Spreads: We collected data on public and private spreads. For sovereign spreads, we used quarterly data from Datastream. The spreads equal the difference in yield between the corresponding reference 10-year bond and the German 10-year Bund. Information on private-sector spreads was derived separately for corporates and households. Data on yields on corporate loans and consumption loans for households come from Haver Analytics. Corporate yields refer to loans above 1 million euro and maturities between 1 and 5 years for all countries but Greece, where long time series were only available for loans of maturities up to one year, and Ireland and Portugal, where loans of all maturities are pooled. Household yields refer to loans with maturities between 1 and 5 years for all sample countries. Private spreads are also calculated against the benchmark 10-year German Bund. All spreads presented in Figure 1, 4, 6 and 8, are measured in basis points (Bps).

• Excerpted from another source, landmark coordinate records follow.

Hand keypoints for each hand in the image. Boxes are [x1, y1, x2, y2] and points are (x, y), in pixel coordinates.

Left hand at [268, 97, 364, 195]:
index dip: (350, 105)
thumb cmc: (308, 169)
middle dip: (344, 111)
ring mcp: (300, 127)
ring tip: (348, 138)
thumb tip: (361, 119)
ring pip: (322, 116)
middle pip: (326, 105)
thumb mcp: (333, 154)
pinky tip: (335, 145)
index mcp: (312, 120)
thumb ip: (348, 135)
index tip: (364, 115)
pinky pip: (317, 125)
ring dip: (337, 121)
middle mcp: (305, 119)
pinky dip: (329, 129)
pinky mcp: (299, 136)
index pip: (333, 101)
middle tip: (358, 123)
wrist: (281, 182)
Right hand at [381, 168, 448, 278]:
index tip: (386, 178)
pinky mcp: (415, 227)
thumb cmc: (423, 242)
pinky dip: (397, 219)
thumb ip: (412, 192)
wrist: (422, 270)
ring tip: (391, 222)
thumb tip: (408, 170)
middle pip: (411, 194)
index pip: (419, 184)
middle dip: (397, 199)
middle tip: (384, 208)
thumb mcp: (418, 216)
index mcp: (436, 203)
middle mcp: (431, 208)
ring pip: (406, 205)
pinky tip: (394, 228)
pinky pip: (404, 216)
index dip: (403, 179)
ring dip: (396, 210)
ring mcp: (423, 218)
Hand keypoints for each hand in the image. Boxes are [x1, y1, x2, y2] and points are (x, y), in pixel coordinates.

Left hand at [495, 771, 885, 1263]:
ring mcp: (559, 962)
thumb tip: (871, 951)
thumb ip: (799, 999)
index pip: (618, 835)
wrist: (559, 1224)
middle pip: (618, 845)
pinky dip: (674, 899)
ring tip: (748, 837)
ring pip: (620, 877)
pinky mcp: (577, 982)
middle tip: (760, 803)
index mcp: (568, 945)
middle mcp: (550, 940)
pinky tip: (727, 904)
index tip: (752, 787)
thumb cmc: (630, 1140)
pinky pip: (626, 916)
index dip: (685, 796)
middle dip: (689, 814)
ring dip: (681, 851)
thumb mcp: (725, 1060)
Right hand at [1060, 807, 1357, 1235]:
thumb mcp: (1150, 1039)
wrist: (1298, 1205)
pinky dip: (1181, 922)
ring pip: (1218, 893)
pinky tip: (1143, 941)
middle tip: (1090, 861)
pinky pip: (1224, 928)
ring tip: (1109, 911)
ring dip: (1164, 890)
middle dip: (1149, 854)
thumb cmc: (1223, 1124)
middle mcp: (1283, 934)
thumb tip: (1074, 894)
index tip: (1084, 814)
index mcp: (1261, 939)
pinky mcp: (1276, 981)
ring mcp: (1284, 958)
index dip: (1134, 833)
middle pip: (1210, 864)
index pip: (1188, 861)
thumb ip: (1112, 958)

Public debt, public deficit and subcomponents: Figure 2 represents a decomposition of both public debt and deficits. Data, on an annual basis, was obtained from the OECD’s Economic Outlook Database. More specially, from this source we gathered the following general-government series: financial balance; cyclically-adjusted balance; underlying balance adjusted for the cycle and one-offs; underlying primary balance adjusted for the cycle and one-offs and excluding net interest payments (i.e. the structural primary balance), net debt interest payments, and gross financial liabilities (i.e. public debt). Using these variables, we calculated the general government primary balance by subtracting net debt interest payments from the financial balance. Additionally, we disaggregated the primary balance into the structural primary balance component (underlying primary balance) and the cyclical primary balance component. The cyclical primary balance was derived by subtracting from the primary balance the underlying primary balance and one-offs. One-offs, in turn, are the difference between underlying balance and cyclically-adjusted balance. The other adjustments category was obtained by subtracting the interest component, growth component, cyclical component and structural component from the change in public debt.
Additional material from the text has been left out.